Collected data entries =
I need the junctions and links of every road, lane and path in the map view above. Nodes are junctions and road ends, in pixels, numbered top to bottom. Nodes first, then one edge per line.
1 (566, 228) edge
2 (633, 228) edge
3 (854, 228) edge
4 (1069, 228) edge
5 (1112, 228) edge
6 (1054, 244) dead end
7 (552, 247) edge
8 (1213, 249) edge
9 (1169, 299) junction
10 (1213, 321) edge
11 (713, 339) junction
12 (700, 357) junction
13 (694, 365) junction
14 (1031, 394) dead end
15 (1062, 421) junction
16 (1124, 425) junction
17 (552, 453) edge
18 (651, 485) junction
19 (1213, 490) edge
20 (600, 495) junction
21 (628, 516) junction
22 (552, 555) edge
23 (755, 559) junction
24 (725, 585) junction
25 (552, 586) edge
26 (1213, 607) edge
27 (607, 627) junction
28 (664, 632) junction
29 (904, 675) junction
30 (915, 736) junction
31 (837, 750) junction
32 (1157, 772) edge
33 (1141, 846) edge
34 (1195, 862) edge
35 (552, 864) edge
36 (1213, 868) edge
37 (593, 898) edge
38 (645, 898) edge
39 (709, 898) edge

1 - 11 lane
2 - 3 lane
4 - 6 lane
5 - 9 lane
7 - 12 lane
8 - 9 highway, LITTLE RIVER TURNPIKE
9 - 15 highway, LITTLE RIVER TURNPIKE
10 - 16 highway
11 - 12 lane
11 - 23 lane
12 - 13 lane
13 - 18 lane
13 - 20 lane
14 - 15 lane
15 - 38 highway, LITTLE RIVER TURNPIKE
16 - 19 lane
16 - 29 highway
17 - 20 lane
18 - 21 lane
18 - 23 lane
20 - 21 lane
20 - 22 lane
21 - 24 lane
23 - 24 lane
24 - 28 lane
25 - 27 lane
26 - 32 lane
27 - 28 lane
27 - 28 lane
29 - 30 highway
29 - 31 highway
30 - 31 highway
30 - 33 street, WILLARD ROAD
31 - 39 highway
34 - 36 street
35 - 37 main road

Description of the task = Give all of the lines above again, exactly as they are.

Expected answer =
I need the junctions and links of every road, lane and path in the map view above. Nodes are junctions and road ends, in pixels, numbered top to bottom. Nodes first, then one edge per line.
1 (566, 228) edge
2 (633, 228) edge
3 (854, 228) edge
4 (1069, 228) edge
5 (1112, 228) edge
6 (1054, 244) dead end
7 (552, 247) edge
8 (1213, 249) edge
9 (1169, 299) junction
10 (1213, 321) edge
11 (713, 339) junction
12 (700, 357) junction
13 (694, 365) junction
14 (1031, 394) dead end
15 (1062, 421) junction
16 (1124, 425) junction
17 (552, 453) edge
18 (651, 485) junction
19 (1213, 490) edge
20 (600, 495) junction
21 (628, 516) junction
22 (552, 555) edge
23 (755, 559) junction
24 (725, 585) junction
25 (552, 586) edge
26 (1213, 607) edge
27 (607, 627) junction
28 (664, 632) junction
29 (904, 675) junction
30 (915, 736) junction
31 (837, 750) junction
32 (1157, 772) edge
33 (1141, 846) edge
34 (1195, 862) edge
35 (552, 864) edge
36 (1213, 868) edge
37 (593, 898) edge
38 (645, 898) edge
39 (709, 898) edge

1 - 11 lane
2 - 3 lane
4 - 6 lane
5 - 9 lane
7 - 12 lane
8 - 9 highway, LITTLE RIVER TURNPIKE
9 - 15 highway, LITTLE RIVER TURNPIKE
10 - 16 highway
11 - 12 lane
11 - 23 lane
12 - 13 lane
13 - 18 lane
13 - 20 lane
14 - 15 lane
15 - 38 highway, LITTLE RIVER TURNPIKE
16 - 19 lane
16 - 29 highway
17 - 20 lane
18 - 21 lane
18 - 23 lane
20 - 21 lane
20 - 22 lane
21 - 24 lane
23 - 24 lane
24 - 28 lane
25 - 27 lane
26 - 32 lane
27 - 28 lane
27 - 28 lane
29 - 30 highway
29 - 31 highway
30 - 31 highway
30 - 33 street, WILLARD ROAD
31 - 39 highway
34 - 36 street
35 - 37 main road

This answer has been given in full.